Records from a data source
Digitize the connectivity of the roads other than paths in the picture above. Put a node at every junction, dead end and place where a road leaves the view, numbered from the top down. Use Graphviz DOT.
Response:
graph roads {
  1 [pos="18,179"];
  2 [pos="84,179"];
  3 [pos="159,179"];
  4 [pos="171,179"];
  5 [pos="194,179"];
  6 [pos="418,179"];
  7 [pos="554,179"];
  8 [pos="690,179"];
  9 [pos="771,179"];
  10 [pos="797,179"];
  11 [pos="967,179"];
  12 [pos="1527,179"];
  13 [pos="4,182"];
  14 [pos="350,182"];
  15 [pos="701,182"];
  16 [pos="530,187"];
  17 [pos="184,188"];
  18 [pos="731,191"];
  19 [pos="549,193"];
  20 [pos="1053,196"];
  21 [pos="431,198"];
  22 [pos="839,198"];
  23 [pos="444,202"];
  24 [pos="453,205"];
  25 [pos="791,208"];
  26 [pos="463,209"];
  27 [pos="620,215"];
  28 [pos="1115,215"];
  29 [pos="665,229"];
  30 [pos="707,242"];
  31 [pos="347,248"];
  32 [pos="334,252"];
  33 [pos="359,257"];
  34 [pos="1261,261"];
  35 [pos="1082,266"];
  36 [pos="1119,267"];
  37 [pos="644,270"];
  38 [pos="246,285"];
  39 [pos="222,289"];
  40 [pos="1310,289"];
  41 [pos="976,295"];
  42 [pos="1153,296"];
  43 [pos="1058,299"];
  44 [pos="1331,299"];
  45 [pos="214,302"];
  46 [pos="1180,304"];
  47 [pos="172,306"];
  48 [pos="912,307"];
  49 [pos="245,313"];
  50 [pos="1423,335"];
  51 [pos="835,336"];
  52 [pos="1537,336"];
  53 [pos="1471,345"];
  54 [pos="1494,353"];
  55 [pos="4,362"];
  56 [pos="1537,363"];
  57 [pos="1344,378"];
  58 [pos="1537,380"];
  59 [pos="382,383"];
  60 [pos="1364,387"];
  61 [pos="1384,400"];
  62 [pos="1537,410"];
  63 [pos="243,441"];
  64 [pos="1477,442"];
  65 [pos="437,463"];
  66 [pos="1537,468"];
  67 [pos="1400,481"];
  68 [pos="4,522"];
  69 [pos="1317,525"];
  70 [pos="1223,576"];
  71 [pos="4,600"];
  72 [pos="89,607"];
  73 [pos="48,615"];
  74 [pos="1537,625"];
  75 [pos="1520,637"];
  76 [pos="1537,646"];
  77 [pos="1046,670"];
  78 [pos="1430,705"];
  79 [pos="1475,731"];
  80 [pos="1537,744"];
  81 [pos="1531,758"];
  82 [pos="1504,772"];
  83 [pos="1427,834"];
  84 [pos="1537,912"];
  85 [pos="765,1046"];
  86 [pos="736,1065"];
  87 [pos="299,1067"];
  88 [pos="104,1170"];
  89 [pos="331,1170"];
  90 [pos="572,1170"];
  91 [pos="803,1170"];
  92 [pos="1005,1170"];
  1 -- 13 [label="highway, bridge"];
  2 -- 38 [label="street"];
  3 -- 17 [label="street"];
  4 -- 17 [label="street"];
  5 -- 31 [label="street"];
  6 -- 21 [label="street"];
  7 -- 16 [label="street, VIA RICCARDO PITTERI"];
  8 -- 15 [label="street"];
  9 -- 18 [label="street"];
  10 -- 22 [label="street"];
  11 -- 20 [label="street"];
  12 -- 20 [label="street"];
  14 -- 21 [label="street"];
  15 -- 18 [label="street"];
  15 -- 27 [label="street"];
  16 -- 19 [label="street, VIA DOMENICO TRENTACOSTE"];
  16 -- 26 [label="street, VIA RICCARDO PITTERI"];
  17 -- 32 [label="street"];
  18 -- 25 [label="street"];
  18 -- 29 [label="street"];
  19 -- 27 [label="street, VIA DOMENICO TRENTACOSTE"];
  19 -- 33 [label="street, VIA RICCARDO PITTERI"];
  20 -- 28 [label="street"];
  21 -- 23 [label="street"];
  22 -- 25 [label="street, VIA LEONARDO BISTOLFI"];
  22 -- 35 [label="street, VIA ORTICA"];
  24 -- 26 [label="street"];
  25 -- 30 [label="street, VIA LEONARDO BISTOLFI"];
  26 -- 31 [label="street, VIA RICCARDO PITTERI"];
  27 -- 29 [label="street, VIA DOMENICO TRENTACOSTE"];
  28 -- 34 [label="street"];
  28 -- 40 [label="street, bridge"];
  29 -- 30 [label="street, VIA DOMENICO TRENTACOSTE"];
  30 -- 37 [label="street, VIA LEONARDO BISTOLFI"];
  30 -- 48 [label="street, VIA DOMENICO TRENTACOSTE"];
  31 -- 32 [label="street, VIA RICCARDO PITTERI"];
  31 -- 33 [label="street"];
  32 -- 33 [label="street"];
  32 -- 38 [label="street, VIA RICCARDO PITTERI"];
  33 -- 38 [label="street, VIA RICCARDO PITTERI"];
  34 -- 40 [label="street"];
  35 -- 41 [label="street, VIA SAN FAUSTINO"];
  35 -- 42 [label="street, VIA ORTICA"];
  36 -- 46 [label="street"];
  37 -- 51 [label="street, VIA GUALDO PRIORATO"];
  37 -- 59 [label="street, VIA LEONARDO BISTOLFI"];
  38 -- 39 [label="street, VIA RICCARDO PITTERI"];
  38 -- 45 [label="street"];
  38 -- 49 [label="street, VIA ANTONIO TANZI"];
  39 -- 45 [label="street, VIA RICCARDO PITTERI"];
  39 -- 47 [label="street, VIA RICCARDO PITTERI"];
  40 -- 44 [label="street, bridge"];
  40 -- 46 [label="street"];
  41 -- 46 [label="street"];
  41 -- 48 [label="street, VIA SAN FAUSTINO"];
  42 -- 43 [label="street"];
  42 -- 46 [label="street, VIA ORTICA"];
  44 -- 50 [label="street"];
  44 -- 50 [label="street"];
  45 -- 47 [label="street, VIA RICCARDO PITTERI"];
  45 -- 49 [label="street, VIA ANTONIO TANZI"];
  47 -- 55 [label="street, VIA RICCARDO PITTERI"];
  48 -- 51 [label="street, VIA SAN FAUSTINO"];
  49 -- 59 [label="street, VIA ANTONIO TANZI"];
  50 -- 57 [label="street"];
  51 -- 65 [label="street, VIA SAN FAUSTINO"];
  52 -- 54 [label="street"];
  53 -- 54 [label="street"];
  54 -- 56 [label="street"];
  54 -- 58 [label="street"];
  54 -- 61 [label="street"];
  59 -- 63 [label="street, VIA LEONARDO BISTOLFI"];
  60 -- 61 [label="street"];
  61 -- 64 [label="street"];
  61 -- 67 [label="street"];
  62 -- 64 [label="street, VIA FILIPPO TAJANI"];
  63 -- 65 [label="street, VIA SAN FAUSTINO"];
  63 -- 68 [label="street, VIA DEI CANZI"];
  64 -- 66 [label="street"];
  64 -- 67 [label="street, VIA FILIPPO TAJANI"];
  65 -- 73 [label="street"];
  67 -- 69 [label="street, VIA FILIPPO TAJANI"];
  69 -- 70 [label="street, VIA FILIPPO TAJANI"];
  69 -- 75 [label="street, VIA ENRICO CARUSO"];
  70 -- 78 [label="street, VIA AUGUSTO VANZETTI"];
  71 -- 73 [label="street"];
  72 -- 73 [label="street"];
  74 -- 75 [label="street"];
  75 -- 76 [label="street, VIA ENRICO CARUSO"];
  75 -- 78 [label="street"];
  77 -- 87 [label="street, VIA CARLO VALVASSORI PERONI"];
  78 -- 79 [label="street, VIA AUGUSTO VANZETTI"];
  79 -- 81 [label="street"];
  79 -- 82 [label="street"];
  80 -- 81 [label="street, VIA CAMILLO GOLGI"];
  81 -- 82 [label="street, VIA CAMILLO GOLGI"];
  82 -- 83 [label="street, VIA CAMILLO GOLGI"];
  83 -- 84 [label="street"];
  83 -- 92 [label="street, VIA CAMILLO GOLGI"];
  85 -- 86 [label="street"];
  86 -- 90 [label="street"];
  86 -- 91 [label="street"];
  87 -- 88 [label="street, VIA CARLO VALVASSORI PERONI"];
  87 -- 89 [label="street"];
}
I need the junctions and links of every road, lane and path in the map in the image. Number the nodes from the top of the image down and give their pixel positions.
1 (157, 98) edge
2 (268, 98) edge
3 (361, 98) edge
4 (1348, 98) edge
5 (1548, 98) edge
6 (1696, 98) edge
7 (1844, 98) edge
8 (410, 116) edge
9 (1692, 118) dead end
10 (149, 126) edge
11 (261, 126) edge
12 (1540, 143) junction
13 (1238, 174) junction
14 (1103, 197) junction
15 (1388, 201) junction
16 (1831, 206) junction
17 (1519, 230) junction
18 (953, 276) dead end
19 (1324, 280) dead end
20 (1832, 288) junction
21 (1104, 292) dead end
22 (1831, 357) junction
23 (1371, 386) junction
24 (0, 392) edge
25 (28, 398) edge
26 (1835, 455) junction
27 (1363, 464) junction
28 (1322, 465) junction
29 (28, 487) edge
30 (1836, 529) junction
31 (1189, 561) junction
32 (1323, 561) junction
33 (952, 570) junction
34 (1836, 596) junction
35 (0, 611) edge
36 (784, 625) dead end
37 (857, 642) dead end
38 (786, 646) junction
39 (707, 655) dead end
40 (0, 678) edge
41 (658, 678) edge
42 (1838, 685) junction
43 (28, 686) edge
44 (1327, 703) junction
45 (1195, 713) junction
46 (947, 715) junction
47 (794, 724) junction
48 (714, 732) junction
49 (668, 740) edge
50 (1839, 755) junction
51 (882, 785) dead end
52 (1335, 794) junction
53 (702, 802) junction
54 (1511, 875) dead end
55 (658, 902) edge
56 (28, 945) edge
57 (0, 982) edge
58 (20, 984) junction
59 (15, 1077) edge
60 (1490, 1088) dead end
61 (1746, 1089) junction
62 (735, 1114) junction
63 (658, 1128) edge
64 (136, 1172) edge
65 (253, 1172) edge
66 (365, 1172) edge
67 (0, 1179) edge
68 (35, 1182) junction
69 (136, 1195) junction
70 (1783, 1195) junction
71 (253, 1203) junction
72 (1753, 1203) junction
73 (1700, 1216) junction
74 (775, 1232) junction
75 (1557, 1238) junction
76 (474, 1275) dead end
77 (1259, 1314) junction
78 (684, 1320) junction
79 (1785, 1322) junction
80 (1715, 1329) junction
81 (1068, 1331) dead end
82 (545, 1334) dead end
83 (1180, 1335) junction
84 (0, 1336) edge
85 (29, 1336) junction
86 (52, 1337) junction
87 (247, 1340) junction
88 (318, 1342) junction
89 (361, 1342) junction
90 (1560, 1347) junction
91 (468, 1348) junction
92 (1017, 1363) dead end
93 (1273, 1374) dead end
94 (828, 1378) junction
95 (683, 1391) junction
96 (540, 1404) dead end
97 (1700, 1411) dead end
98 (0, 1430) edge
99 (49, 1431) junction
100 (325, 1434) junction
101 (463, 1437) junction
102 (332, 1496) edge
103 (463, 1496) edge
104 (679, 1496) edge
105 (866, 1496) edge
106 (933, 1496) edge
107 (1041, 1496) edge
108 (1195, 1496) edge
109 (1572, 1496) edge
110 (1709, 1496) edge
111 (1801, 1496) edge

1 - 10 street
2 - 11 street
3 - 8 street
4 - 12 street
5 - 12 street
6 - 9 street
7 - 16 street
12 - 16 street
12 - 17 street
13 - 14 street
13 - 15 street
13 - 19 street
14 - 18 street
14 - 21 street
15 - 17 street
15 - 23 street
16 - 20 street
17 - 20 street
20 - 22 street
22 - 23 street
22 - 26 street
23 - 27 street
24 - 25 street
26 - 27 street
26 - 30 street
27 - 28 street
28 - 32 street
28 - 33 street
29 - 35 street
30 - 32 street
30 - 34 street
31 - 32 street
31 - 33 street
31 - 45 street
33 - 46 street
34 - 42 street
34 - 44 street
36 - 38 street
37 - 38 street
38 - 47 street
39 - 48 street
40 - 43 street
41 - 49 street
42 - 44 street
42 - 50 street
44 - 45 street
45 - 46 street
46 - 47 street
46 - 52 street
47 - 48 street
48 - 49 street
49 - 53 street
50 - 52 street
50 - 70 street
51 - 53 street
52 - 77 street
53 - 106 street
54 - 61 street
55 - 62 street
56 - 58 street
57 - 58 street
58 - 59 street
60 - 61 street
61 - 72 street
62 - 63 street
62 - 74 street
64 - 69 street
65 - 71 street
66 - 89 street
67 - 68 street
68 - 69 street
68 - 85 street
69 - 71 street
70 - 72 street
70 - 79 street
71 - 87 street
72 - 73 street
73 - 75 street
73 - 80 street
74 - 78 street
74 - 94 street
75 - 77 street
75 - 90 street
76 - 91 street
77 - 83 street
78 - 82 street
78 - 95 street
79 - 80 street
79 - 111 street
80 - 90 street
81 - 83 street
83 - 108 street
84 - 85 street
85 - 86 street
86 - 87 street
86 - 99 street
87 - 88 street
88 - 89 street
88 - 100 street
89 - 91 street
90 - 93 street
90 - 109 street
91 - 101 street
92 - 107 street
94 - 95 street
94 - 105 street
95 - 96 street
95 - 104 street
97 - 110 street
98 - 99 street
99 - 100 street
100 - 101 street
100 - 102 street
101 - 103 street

Instructions to follow =
For the string "CARUSO", go through the entries above and copy each line where it occurs.

Response area =
  69 -- 75 [label="street, VIA ENRICO CARUSO"];
  75 -- 76 [label="street, VIA ENRICO CARUSO"];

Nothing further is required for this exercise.